Listed entries ::
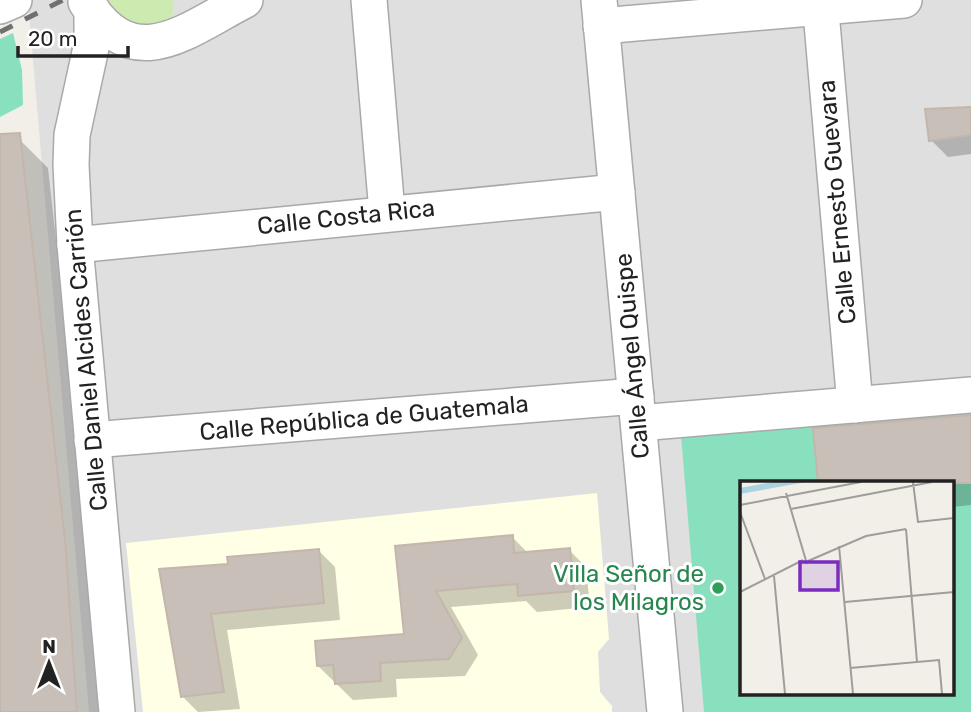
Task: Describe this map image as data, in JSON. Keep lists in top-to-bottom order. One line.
{"streets":{"street":["Calle Ernesto Guevara","Calle Costa Rica","Calle Ángel Quispe","Calle Daniel Alcides Carrión","Calle República de Guatemala"]},"crossings":[["Calle Ernesto Guevara","Calle República de Guatemala"],["Calle Costa Rica","Calle Ángel Quispe"],["Calle Costa Rica","Calle Daniel Alcides Carrión"],["Calle Ángel Quispe","Calle República de Guatemala"],["Calle Daniel Alcides Carrión","Calle República de Guatemala"]],"places":["Villa Señor de los Milagros"],"scale_bar":"20 m","north":"top"}
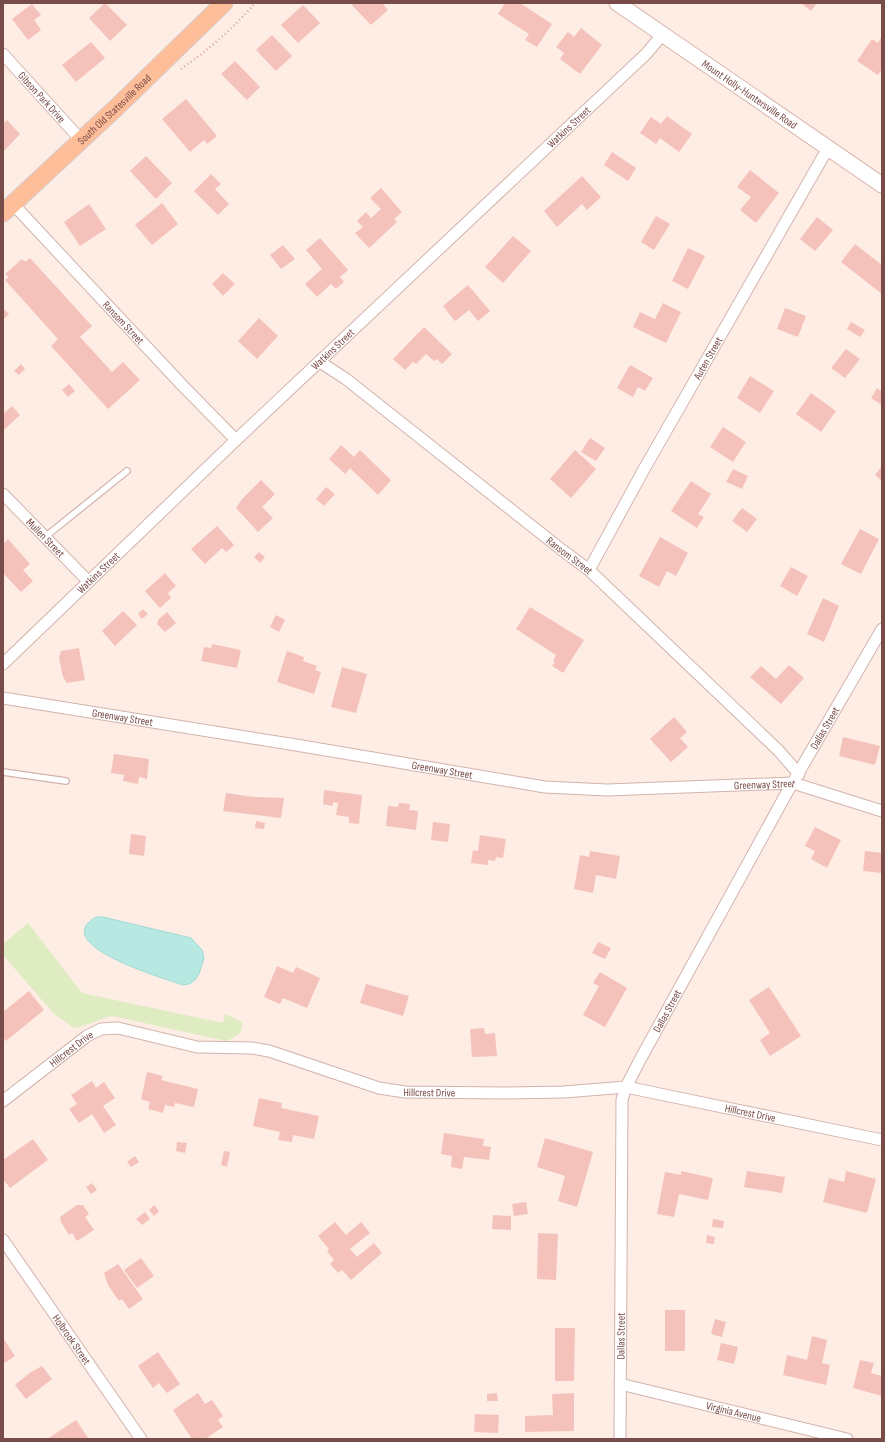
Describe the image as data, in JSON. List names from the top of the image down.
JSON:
{
  "streets": {
    "main road": ["Mount Holly-Huntersville Road", "South Old Statesville Road"],
    "street": [
      "Gibson Park Drive",
      "Watkins Street",
      "Ransom Street",
      "Auten Street",
      "Mullen Street",
      "Greenway Street",
      "Dallas Street",
      "Hillcrest Drive",
      "Holbrook Street",
      "Virginia Avenue"
    ]
  },
  "crossings": [
    ["Mount Holly-Huntersville Road", "Watkins Street"],
    ["Mount Holly-Huntersville Road", "Auten Street"],
    ["Gibson Park Drive", "South Old Statesville Road"],
    ["South Old Statesville Road", "Ransom Street"],
    ["Watkins Street", "Ransom Street"],
    ["Watkins Street", "Mullen Street"],
    ["Ransom Street", "Auten Street"],
    ["Ransom Street", "Greenway Street"],
    ["Ransom Street", "Dallas Street"],
    ["Greenway Street", "Dallas Street"],
    ["Dallas Street", "Hillcrest Drive"],
    ["Dallas Street", "Virginia Avenue"]
  ]
}
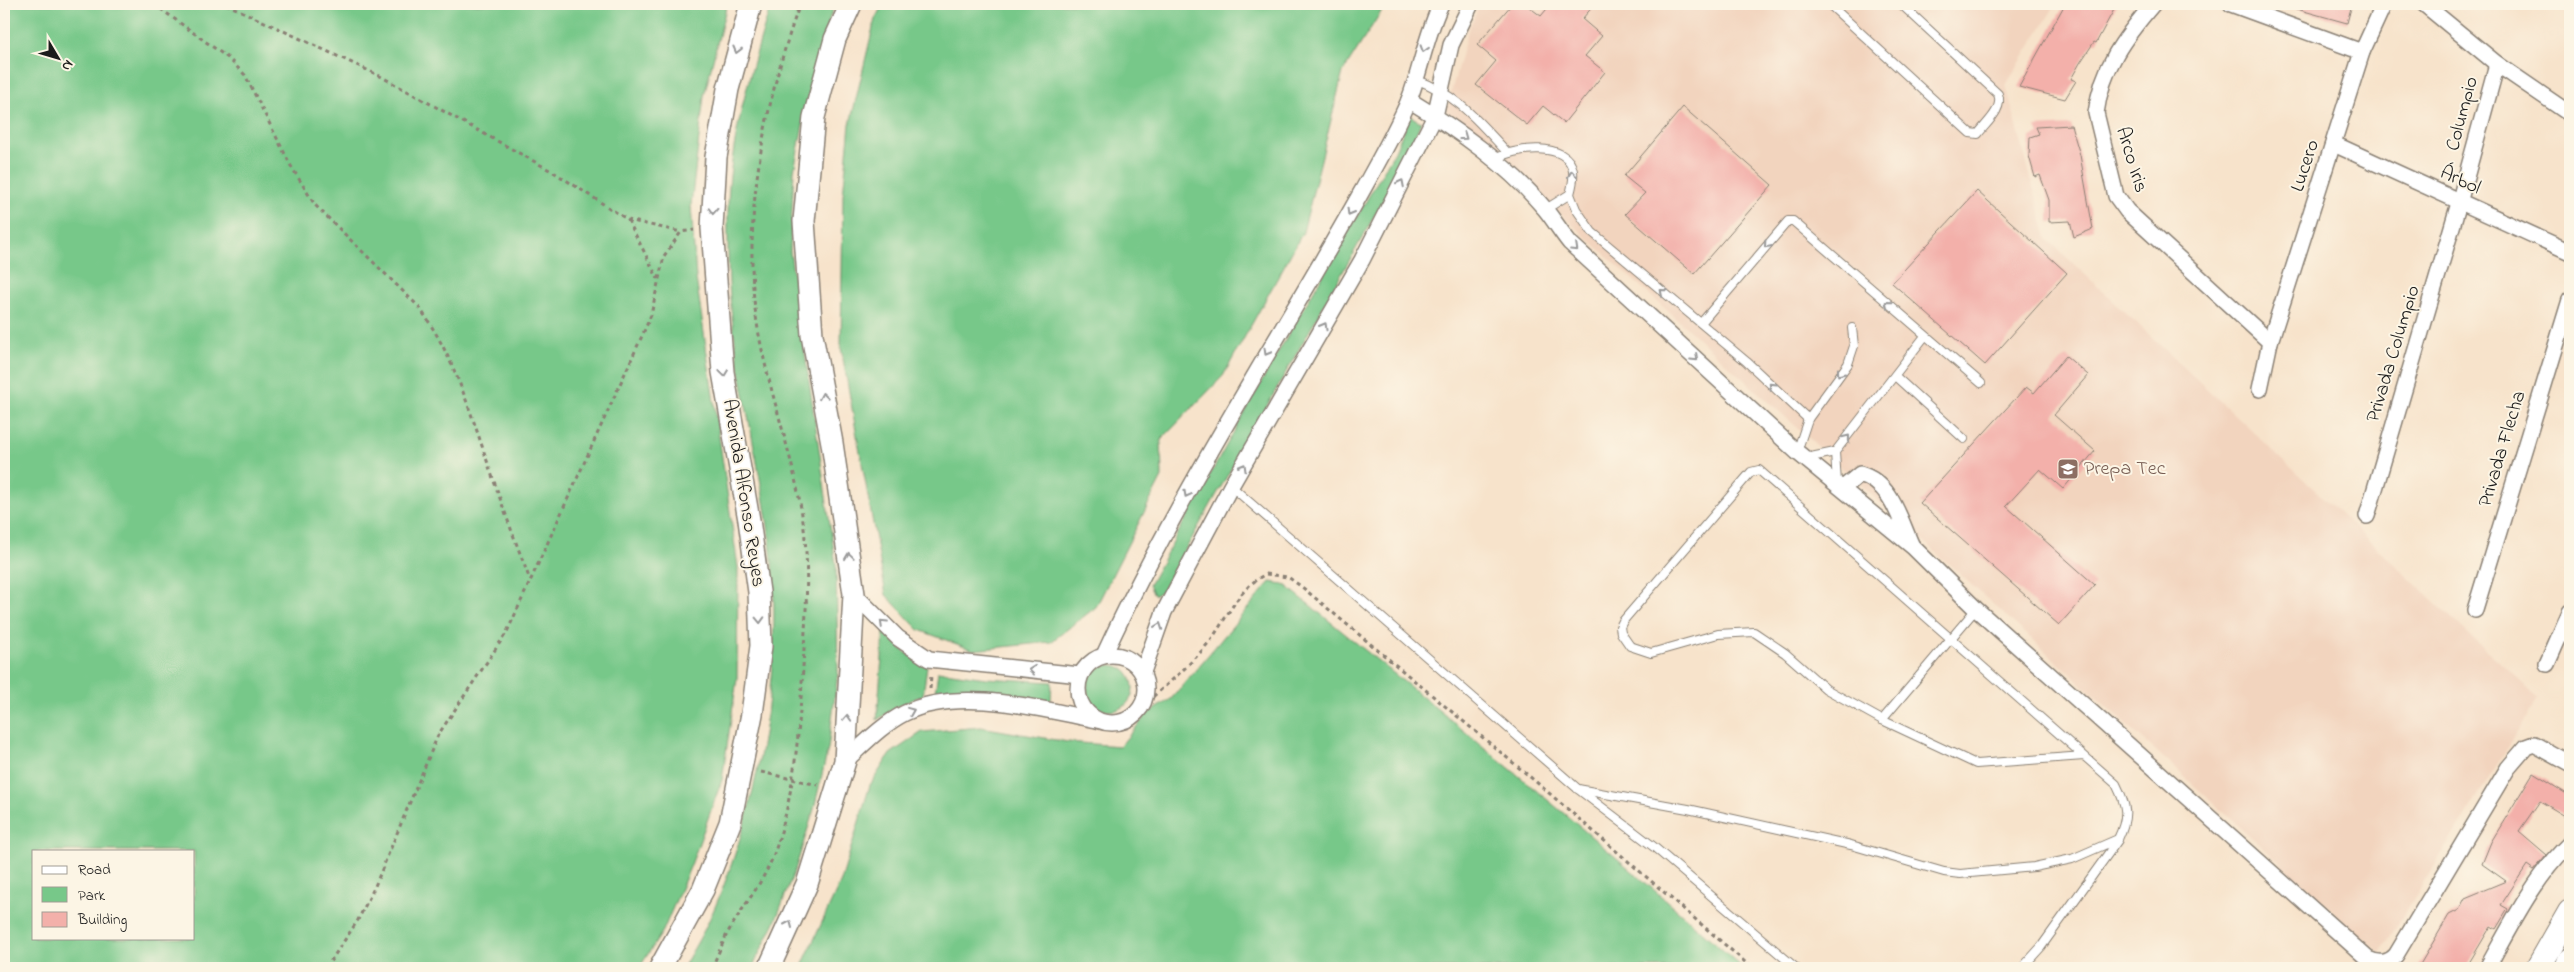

Task prompt :: Set down exactly and only the lines from the start of the entries above through the line containing "Describe the image", both ends included, omitting the pictures.

Response ::
Task: Describe this map image as data, in JSON. Keep lists in top-to-bottom order. One line.
{"streets":{"street":["Calle Ernesto Guevara","Calle Costa Rica","Calle Ángel Quispe","Calle Daniel Alcides Carrión","Calle República de Guatemala"]},"crossings":[["Calle Ernesto Guevara","Calle República de Guatemala"],["Calle Costa Rica","Calle Ángel Quispe"],["Calle Costa Rica","Calle Daniel Alcides Carrión"],["Calle Ángel Quispe","Calle República de Guatemala"],["Calle Daniel Alcides Carrión","Calle República de Guatemala"]],"places":["Villa Señor de los Milagros"],"scale_bar":"20 m","north":"top"}
Describe the image as data, in JSON. List names from the top of the image down.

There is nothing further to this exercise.